Он пошел на эту опасную игру не ради денег, в этом можно ему поверить; он не умел их ценить никогда: ни раньше, ни на закате своих дней. Он считал само собой разумеющимся, что двор обязан ему платить, и платить много, как министру; с какой стати он стал бы работать на короля бесплатно?
Однако эта тайная сделка с двором, породившая уже после смерти Мирабо столь горячие споры, продолжавшиеся почти двести лет, стала самым уязвимым местом его политической биографии.
Поклонники и приверженцы графа Мирабо выдвинули в его защиту нашумевший в свое время тезис: «Он не продался», «Ему платили». Это было по существу повторением его собственных доводов, но в этом тезисе было нечто двусмысленное. Ему платили — это было бесспорным, но за что? За то, в чем он не мог никогда публично признаться.

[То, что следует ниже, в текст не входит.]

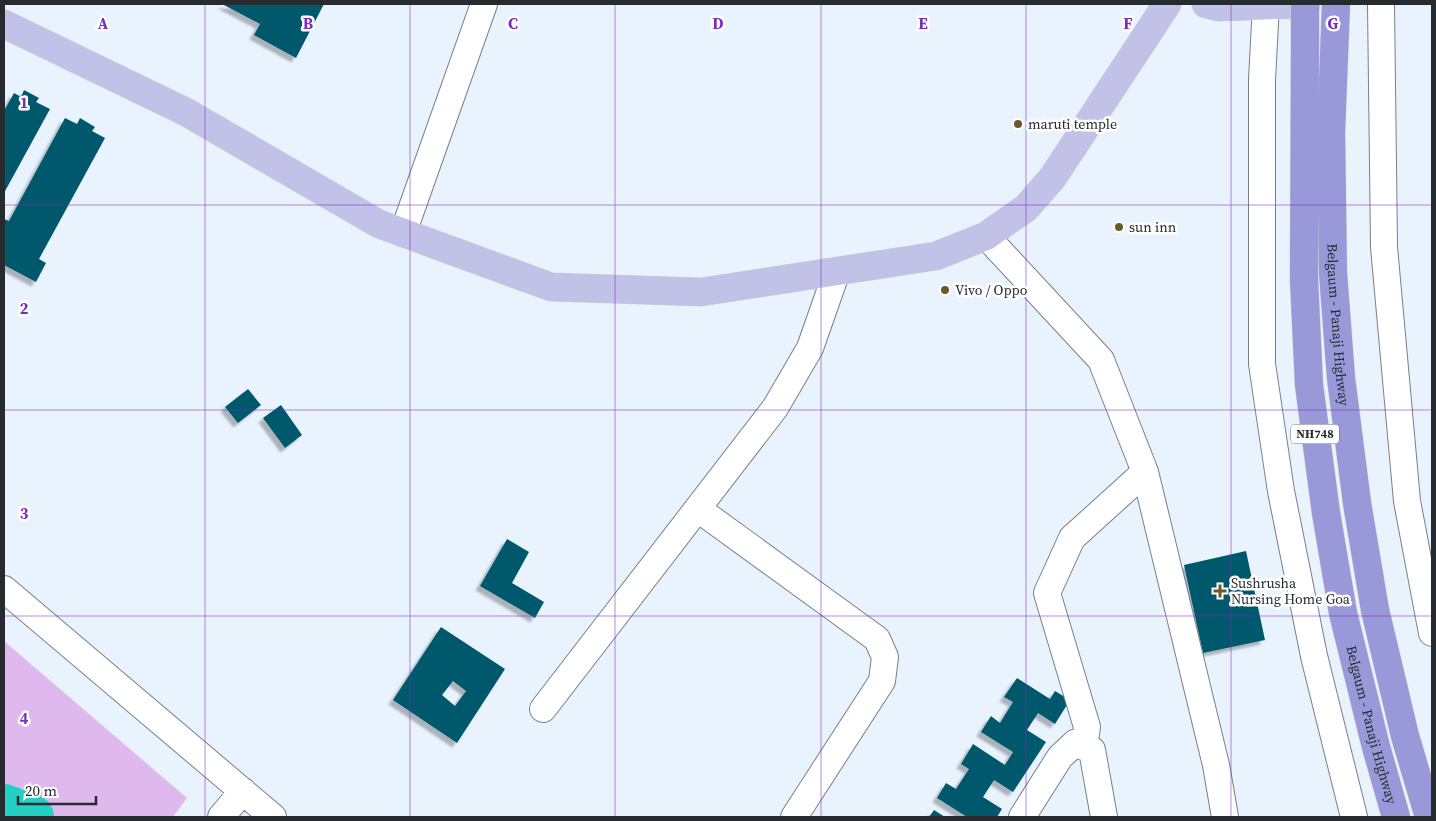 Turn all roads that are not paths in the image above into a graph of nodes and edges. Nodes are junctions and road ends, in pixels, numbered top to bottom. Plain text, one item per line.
1 (484, 4) edge
2 (1167, 4) edge
3 (1206, 4) edge
4 (1306, 4) edge
5 (1336, 4) edge
6 (1381, 4) edge
7 (1266, 5) edge
8 (4, 24) edge
9 (402, 232) junction
10 (986, 236) junction
11 (837, 271) junction
12 (1145, 472) junction
13 (698, 508) junction
14 (4, 588) edge
15 (1432, 633) edge
16 (543, 709) dead end
17 (1084, 746) junction
18 (243, 791) junction
19 (222, 817) edge
20 (273, 817) edge
21 (794, 817) edge
22 (1022, 817) edge
23 (1104, 817) edge
24 (1225, 817) edge
25 (1354, 817) edge
26 (1396, 817) edge
27 (1429, 817) edge

1 - 9 street
2 - 10 main road
3 - 7 main road
4 - 7 main road
4 - 26 highway, Belgaum - Panaji Highway / NH748, bridge
5 - 27 highway, Belgaum - Panaji Highway / NH748
6 - 15 street
7 - 25 street
8 - 9 main road
9 - 11 main road
10 - 11 main road
10 - 12 street
11 - 13 street
12 - 17 street
12 - 24 street
13 - 16 street
13 - 21 street
14 - 18 street
17 - 22 street
17 - 23 street
18 - 19 street
18 - 20 street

Марат, не располагавший точными данными, инстинктивно почувствовал в действиях, в речах Мирабо обман, измену. Он многократно со страниц своей газеты обличал Мирабо в измене, в предательстве. Мирабо в беседах с близкими людьми, которым он доверял, категорически отвергал обвинения в измене. Измене чему? Своим взглядам? Убеждениям? Но в убеждениях ему ничего не приходилось пересматривать. С этим нельзя не согласиться. Он всегда — и до соглашения с двором, и после — убежденно выступал в пользу монархии — конституционной, либеральной, но монархии. Он считал необходимым ее сохранение, как естественного препятствия образованию республики.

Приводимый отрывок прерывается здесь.